[[ SUPPLIED ENTRIES, beginning ]]

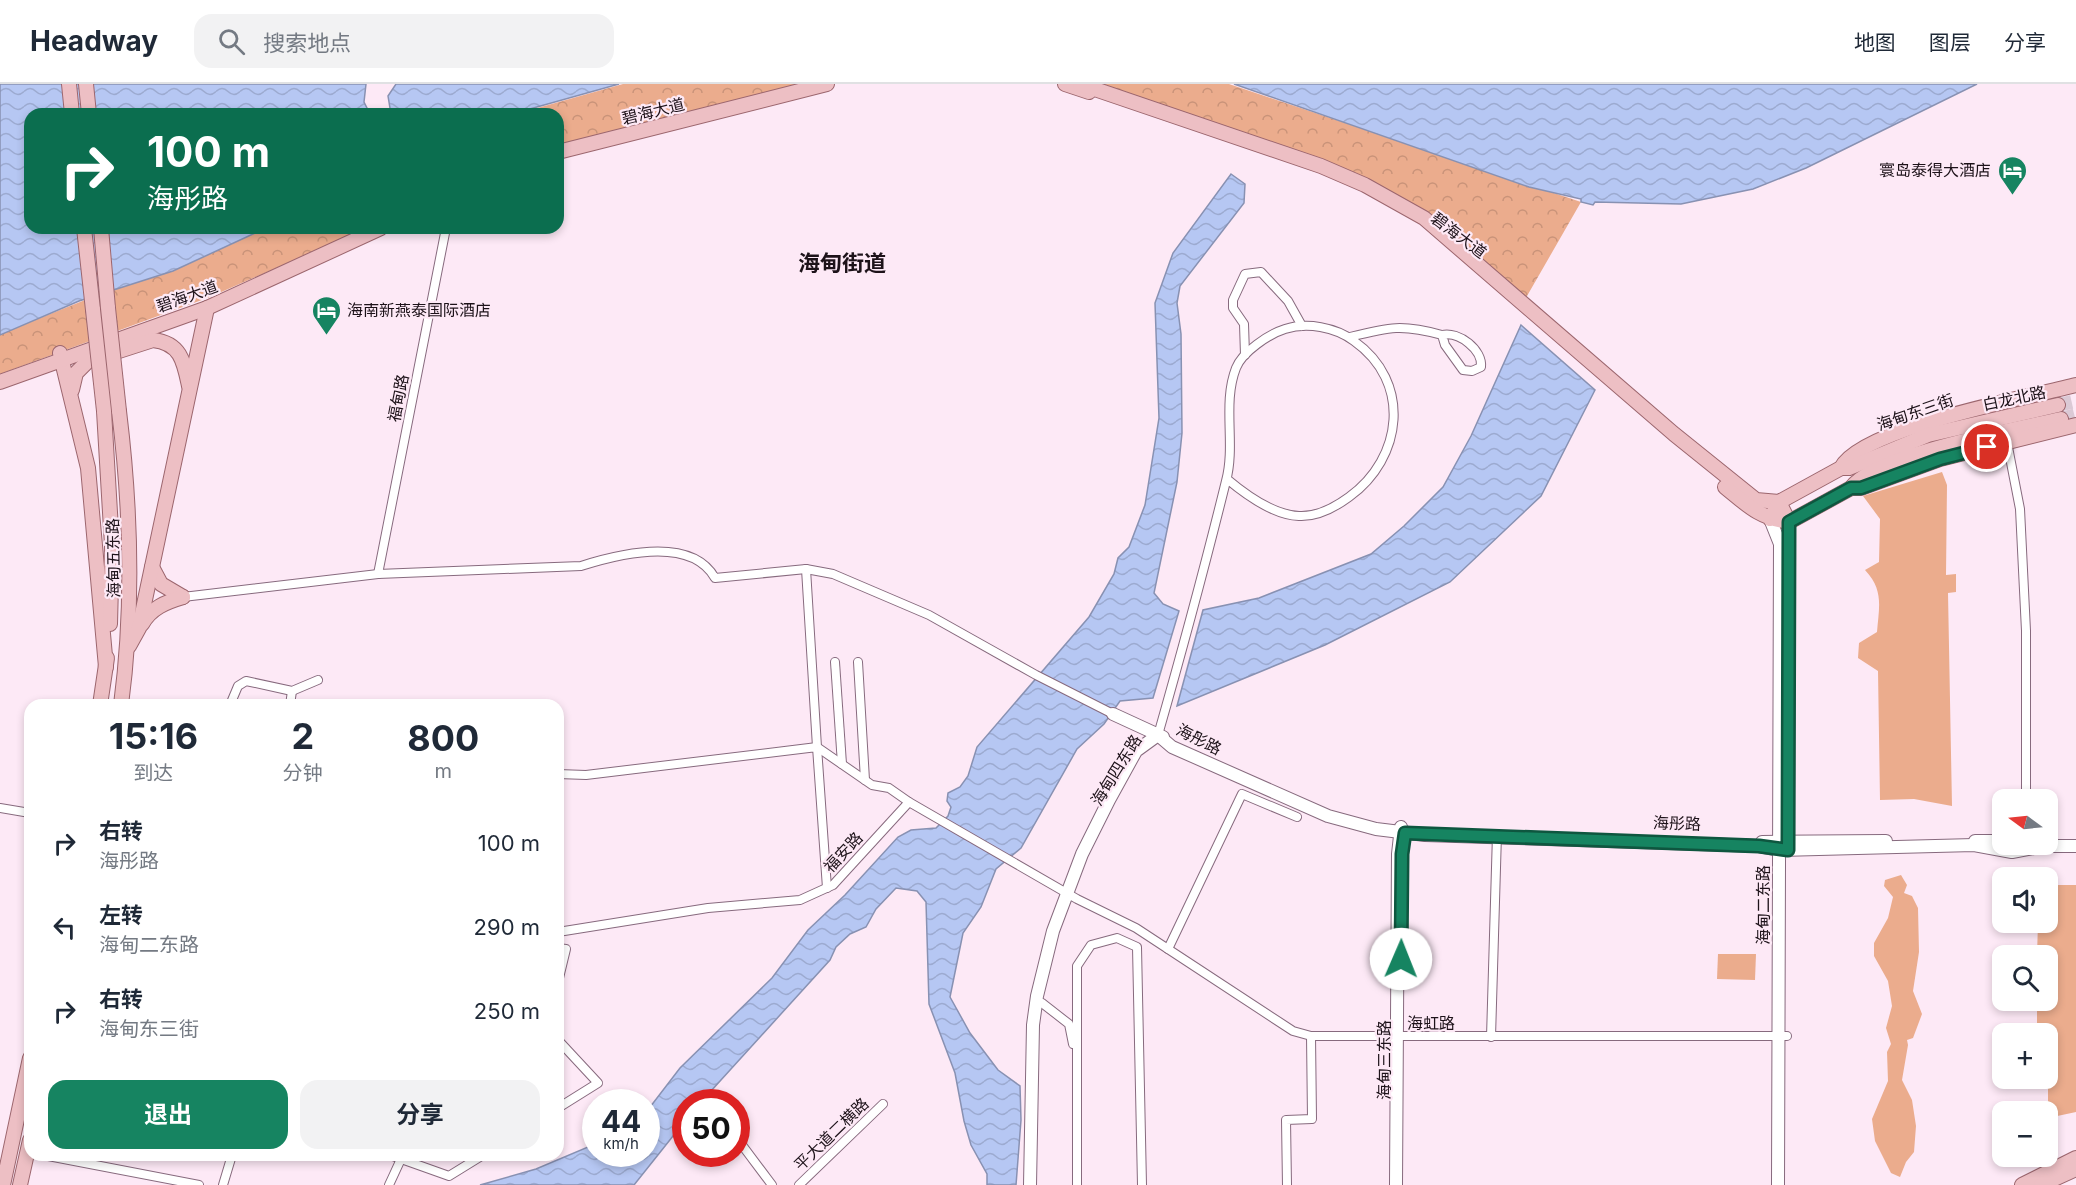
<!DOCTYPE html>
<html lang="zh">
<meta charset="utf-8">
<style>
:root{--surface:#fff;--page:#f2f2f3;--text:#1f2937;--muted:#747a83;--line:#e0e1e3;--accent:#168461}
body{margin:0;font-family:Inter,"Noto Sans SC",sans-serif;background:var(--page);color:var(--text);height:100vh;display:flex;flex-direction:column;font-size:22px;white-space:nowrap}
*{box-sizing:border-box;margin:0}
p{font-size:20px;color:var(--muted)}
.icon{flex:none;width:33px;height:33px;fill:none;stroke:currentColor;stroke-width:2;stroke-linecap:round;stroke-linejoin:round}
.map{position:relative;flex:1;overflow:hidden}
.side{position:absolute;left:24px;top:615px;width:540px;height:462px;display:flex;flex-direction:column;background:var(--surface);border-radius:18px;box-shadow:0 3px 9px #0003}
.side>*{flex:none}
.hud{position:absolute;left:24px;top:24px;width:540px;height:126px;border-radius:18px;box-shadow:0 3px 9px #0003;background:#0b6e4f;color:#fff;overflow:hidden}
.needle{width:39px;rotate:285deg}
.tools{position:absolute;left:1992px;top:705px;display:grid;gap:12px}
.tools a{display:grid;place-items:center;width:66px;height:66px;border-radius:12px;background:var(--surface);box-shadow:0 3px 9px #0003;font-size:30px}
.speed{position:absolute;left:582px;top:1005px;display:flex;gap:12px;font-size:30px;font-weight:700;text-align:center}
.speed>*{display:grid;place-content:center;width:78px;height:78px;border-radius:50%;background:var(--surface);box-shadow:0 3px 9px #0003;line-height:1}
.speed small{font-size:15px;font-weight:400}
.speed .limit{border:9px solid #d22;background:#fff;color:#111}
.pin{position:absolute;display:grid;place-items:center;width:51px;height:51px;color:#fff;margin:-26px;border:3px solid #fff;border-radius:50%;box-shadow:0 2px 6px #0007}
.me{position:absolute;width:66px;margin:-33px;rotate:1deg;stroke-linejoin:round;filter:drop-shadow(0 0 4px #0008)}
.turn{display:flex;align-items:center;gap:21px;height:126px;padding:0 24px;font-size:27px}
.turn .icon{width:78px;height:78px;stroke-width:2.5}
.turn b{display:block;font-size:42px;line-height:51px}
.eta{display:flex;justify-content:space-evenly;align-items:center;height:102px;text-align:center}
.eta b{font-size:36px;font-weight:700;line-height:42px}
.button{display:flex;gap:12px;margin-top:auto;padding:12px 24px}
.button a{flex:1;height:69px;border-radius:18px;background:var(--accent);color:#fff;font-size:24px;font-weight:700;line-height:69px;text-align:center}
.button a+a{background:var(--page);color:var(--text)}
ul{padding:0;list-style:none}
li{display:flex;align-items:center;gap:18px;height:84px;padding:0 24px}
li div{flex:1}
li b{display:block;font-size:22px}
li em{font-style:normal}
header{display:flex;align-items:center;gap:36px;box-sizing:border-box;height:84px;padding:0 30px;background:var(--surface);border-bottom:2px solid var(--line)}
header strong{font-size:28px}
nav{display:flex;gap:33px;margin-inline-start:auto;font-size:21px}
.search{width:420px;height:54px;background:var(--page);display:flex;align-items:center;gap:15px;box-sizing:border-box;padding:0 21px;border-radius:18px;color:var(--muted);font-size:22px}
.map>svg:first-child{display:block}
</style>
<header>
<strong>Headway</strong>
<div class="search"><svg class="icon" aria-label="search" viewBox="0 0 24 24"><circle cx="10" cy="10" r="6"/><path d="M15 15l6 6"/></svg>搜索地点</div>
<nav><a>地图</a><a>图层</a><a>分享</a></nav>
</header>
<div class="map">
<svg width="2076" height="1101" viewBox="0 0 2076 1101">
<defs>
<pattern id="forest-crowns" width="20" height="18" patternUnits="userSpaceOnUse" patternTransform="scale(1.5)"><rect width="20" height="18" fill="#ebac8d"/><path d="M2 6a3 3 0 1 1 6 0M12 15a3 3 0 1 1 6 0" fill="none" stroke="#c99379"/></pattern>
<pattern id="water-waves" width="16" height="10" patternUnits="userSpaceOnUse" patternTransform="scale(1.5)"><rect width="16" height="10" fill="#b6c7f3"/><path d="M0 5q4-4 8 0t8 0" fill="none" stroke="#9caad0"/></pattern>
</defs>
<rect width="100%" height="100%" fill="#fde9f6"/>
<g fill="#ebac8d">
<path d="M1942 388 1947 401 1946 491 1956 490V508L1948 509 1952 722 1914 715 1880 716 1878 587 1858 574 1859 559 1877 548C1879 523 1884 506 1865 486L1879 478 1880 435 1863 412Z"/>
<path d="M1901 791 1907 801 1904 809 1912 812 1918 824 1919 868 1913 907 1922 930 1913 954 1907 956 1908 961 1902 996 1912 1016 1916 1042 1914 1068 1906 1078 1900 1093 1891 1089 1875 1057 1872 1035 1888 997 1887 968 1891 960 1886 944 1892 922 1888 897 1874 872V859L1888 834 1893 813 1884 802 1885 796Z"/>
<path d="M2048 801H2076V1028L2048 1034V950L2037 949V917L2048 916V872L2037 871 2038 839 2048 838Z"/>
<path d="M1718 870H1756L1755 896 1717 895Z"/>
</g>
<g fill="url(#forest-crowns)">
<path d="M623 0H806L558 65V30H516Z"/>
<path d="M1072 0H1229L1581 118 1523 219 1424 134 1334 87Z"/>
<path d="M265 144H367L210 213 0 290V250Z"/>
</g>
<g fill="url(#water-waves)" stroke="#8891b2" stroke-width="1.5">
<path d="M0 0H366L364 18 370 30H30V144H266L173 187 79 217 0 251Z"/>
<path d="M396 0H619L512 30H391L388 12Z"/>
<path d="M1234 0H1977L1806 84 1753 105 1681 120 1595 118 1593 121 1581 118V115L1529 103Z"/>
<path d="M1231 90 1245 100 1244 119 1180 202 1177 219 1181 250 1182 349 1177 398 1154 509 1163 520 1179 527 1153 614 1120 617 1104 640 1077 665 1021 764 996 785 981 823 963 849 950 913 970 949 998 986 1020 1002 1021 1036 1016 1101H987V1090L971 1061 964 1037 955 989 929 920 926 818 917 807 896 804 876 825 866 843 850 850 836 863 830 876 701 1018H686L685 1037 634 1101H480L536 1085 595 1060 596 1070H646L647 1027 680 984 772 894 808 846 845 811 898 753 911 746 936 744 948 732 951 723 947 717 948 709 960 703 968 692 977 663 1089 533 1114 490 1118 474 1129 463 1145 421 1159 334 1155 219 1173 169Z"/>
<path d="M1521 241 1595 306 1541 412 1450 498 1325 561 1177 622 1203 526 1259 514 1371 470 1404 442 1443 403 1471 352Z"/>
</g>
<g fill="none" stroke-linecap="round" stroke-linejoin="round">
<g stroke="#dbc9d5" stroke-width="14" stroke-dasharray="14 7" stroke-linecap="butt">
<path d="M2058 321 2076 317"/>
<path d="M2061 335 2076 331"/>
</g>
<defs>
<g id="street">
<path d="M1350 253C1390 243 1402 240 1442 251L1445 261 1463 286 1472 287 1481 283C1483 266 1459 247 1442 251"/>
<path d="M1245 271 1244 240 1233 224V216L1245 190 1261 188 1288 217 1302 242"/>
<path d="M2007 358 2020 425 2026 547V716"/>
<path d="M806 485 817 663 872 701 889 704 909 718"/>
<path d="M378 490 446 144"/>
<path d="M183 513 378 490 581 482C619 470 691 452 715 494L806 485 833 490 929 531 1036 591 1113 630"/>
<path d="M835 578 842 680"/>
<path d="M858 578 865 696"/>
<path d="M230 621 238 602 246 597 292 607 318 596"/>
<path d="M290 621 292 607"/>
<path d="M1158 651C1182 567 1205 482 1226 397 1236 360 1222 320 1236 284 1242 268 1269 250 1285 245 1307 238 1335 243 1354 257 1412 298 1403 374 1349 413 1334 424 1317 433 1299 432 1273 431 1246 411 1227 395"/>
<path d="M558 690 586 691 817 663 827 804"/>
<path d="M0 724 30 729"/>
<path d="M558 848 708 824 800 816 833 801 909 718 1077 815 1136 844 1293 947 1311 952H1787"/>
<path d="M558 864 566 865 558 898"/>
<path d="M1168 865 1242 710 1297 733"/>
<path d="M1042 919 1069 940 1073 960"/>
<path d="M1491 953 1497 750"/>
<path d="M558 956 598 999 558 1024"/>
<path d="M736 1053 772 1101"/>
<path d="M43 1071 199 1101"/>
<path d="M390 1071 449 1092 483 1071"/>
<path d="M223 1101 232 1071"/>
<path d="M389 1101 401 1075"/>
<path d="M799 1101 883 1020"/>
<path d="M1077 1101V882L1091 861 1117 854 1137 863 1142 1101"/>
<path d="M1287 1101 1286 1036 1312 1035 1311 952"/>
</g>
<g id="secondary">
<path d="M1770 435 1780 460 1778 1101"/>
<path d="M1113 630 1163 653"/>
<path d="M1158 651 1172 663 1328 732 1376 745 1425 751 1759 762 1780 766 1974 761 2012 768 2045 762H2076"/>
<path d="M1788 710 1789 438"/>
<path d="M1975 757H2002"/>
<path d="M1762 758 1886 757"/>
<path d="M1030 1101 1033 941 1037 912 1053 847 1082 770 1109 716 1136 667 1158 651"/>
<path d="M1396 1101 1398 770 1401 743"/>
</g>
<g id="primary">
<path d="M69 0 72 30"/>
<path d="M86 0 89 30"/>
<path d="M1065 0 1089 8"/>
<path d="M1080 0 1321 82 1365 101 1424 134 1674 350 1756 416 1779 418 1841 384C1861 344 2030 313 2076 301"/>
<path d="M558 68 827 0"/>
<path d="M84 144 93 226"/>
<path d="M101 144 108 224"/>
<path d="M60 269 88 384 106 583"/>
<path d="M0 298 207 224 381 144"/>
<path d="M72 306 76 289 88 277 153 256C181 259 184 278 189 302"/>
<path d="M104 327 112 462 110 540"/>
<path d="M119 327C131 425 134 523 121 621"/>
<path d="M1841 384H1849L1928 351 2058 321"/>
<path d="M1725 403C1747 421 1759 434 1789 438L1779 418 1770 435"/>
<path d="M1851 404C1874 371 2018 345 2061 335"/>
<path d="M1789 438 1851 404H1861L1940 375 2076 341"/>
<path d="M152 483 161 500 183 513"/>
<path d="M142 540C151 524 166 518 183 513"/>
<path d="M129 562 139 544 207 224"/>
<path d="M100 621 107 574"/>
<path d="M3 1101 30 974"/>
<path d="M20 1101 30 1056"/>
<path d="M2022 1101 2076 1074"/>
<path d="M2041 1101 2076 1085"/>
</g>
</defs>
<use href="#street" stroke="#876a7e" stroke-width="10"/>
<use href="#secondary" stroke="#876a7e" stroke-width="14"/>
<use href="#primary" stroke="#9c666e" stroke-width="16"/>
<use href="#street" stroke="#fff" stroke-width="8"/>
<use href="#secondary" stroke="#fff" stroke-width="12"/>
<use href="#primary" stroke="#edbfc4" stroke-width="14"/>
<defs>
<g id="primary-bridge">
<path d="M108 224 119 327"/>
<path d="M93 226 104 327"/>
</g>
</defs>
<use href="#primary-bridge" stroke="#9c666e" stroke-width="16" stroke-linecap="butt"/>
<use href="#primary-bridge" stroke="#edbfc4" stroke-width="14"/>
</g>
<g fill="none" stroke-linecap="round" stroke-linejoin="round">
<defs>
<path id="route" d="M1401 875 1402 770 1405 749 1759 762 1788 766 1789 438 1851 404H1861L1940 375 1987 363"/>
</defs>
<use href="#route" stroke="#0e563f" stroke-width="15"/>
<use href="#route" stroke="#168461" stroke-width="10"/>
</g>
<defs>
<symbol id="hotel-pin" viewBox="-11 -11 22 30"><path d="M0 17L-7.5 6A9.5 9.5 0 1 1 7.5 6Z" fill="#168461" stroke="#fde9f6"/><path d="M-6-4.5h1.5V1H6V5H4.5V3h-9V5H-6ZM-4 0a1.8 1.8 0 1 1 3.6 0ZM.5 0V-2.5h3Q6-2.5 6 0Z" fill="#fff"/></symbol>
</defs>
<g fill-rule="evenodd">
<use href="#hotel-pin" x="1996" y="70" width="33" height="45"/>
<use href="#hotel-pin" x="310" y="210" width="33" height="45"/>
</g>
<g text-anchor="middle" stroke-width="4.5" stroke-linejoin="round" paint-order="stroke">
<g font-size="16" fill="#1d1219" stroke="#fde9f6">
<text transform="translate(653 27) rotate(-14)" y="6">碧海大道</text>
<text transform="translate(1459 151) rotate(37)" y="6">碧海大道</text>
<text transform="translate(187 212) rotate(-20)" y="6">碧海大道</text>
<text transform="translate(398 314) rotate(-79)" y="6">福甸路</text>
<text transform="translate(2014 314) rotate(-12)" y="6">白龙北路</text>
<text transform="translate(1915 328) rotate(-19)" y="6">海甸东三街</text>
<text transform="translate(113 474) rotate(-91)" y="6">海甸五东路</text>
<text transform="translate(1199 655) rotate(27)" y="6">海彤路</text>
<text transform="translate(1116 686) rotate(-58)" y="6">海甸四东路</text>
<text transform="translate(1677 739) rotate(2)" y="6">海彤路</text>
<text transform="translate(843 768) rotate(-47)" y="6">福安路</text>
<text transform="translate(1763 821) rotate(-90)" y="6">海甸二东路</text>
<text x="1431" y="945">海虹路</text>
<text transform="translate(1384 976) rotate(-90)" y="6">海甸三东路</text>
<text transform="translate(831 1050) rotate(-44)" y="6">平大道二横路</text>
</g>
<g font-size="16" fill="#1d1219" stroke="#fde9f6" text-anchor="end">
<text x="1991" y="92">寰岛泰得大酒店</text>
<text x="347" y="232" text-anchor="start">海南新燕泰国际酒店</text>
</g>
<g font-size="22" font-weight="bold" fill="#1d1219" stroke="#fde9f6">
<text x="842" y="187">海甸街道</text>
</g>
</g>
</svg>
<div class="tools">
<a><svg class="needle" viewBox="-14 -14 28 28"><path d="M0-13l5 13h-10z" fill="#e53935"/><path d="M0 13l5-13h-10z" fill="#747a83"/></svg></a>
<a><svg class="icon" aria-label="sound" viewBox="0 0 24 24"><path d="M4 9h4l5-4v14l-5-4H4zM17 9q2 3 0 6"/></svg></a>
<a><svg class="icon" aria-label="search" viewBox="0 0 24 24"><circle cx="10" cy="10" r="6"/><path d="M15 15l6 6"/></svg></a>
<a>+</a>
<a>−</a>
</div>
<div class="speed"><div>44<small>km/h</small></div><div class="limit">50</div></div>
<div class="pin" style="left:1987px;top:363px;background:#d93025"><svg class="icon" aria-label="arrive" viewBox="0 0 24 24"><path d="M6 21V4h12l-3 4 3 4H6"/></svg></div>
<svg class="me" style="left:1401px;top:875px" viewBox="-20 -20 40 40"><circle r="19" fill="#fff"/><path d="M0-13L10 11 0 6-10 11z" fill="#168461"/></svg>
<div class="hud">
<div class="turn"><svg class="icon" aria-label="right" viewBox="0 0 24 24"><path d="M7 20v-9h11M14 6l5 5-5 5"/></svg><div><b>100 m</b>海彤路</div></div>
</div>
<section class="side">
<div class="eta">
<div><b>15:16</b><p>到达</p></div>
<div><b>2</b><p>分钟</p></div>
<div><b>800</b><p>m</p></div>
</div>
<ul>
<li><svg class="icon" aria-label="right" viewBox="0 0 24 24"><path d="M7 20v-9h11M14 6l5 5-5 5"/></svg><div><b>右转</b><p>海彤路</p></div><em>100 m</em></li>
<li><svg class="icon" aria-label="left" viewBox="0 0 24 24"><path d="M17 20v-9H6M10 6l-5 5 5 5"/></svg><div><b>左转</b><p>海甸二东路</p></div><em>290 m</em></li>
<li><svg class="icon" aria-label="right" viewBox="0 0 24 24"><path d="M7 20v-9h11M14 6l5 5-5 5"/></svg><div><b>右转</b><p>海甸东三街</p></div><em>250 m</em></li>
</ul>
<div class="button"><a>退出</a><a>分享</a></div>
</section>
</div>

[[ SUPPLIED ENTRIES, end ]]

> _ACTION ITEM_: The job is to copy each line from the material above that holds the word "overflow".

> _OUTPUT_:
.map{position:relative;flex:1;overflow:hidden}
.hud{position:absolute;left:24px;top:24px;width:540px;height:126px;border-radius:18px;box-shadow:0 3px 9px #0003;background:#0b6e4f;color:#fff;overflow:hidden}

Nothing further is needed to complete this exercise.